Industry NewsOff-Site Construction

2025 Advancing Prefab Conference Takeaways

For the seventh straight year the Epsilon team was front-and-center at the Hanson Wade Group Advancing Prefabrication Conference. This is the industry’s largest and longest-running prefabrication event and Epsilon’s Paul Kirchhoff was once again one of the speakers. Here are several takeaways from the team members who attended:

Partnerships was a constant theme throughout the conference. As long-time attendees we’ve observed a clear evolution of event dialogue – from “why” the industry should do more with prefab, to “how” to best to accomplish prefab methodologies and techniques. This year, the “how” was addressed through a consistent emphasis on partnering as a best practice.

Partnering is easily one of the most overused and/or misused terms in business. Fortunately, this year’s Advancing Prefab Conference cut through many of the typical cliches. Speakers highlighted how real partnering requires understanding the business goals of all parties, not just your own. It’s also critical to define what winning and losing looks like, and the importance of how understanding everyone’s goals facilitates collaboration.

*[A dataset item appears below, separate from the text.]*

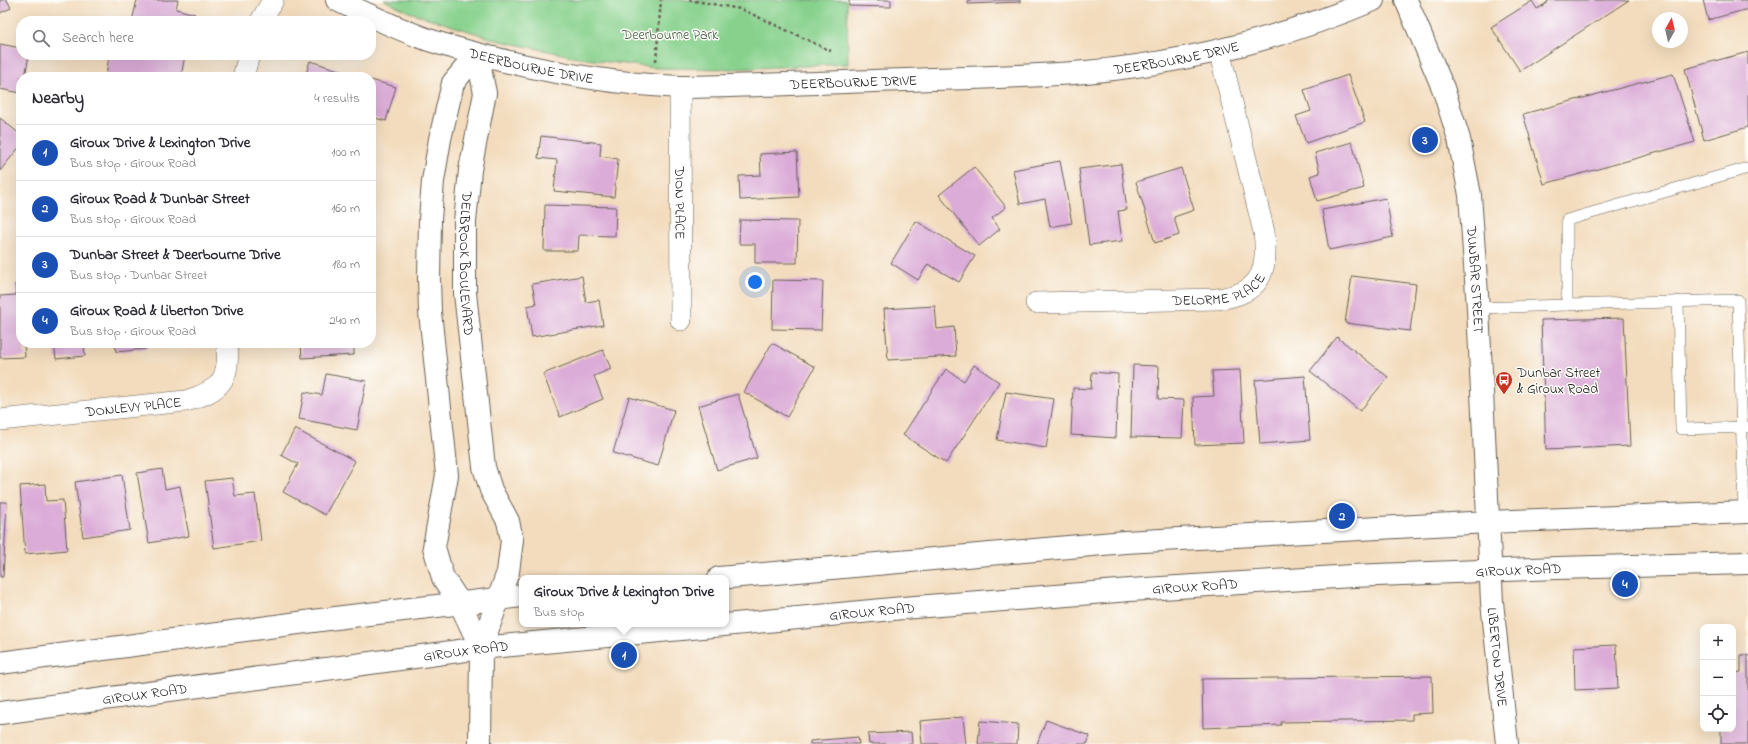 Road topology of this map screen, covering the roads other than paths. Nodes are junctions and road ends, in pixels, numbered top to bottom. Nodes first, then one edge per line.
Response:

We heard several variations of typical goals and priorities for evaluating an Off-Site Constructed (prefab / modular) approach:

  • Owners want an end-product that is reliable and repeatable, without sacrificing design intent or long-term operability
  • Constructors want risk management across the spectrum of a project: labor quality and availability, schedule surety, and cost certainty
  • Prefab Modular builders want predictable plant loading, which requires the sort of collaboration that only happens through the open dialogue that comes with partnering

Clearly identifying priorities is one of the best ways to begin developing a working relationship that ultimately evolves into a partnership. As many of the speakers noted, it’s an approach that requires abandoning traditional roles the industry is accustomed to, based on rigid responsibilities (e.g., designers design, constructors build, and owners write the checks) and a shorter-term horizon (design – bid – hope for the best).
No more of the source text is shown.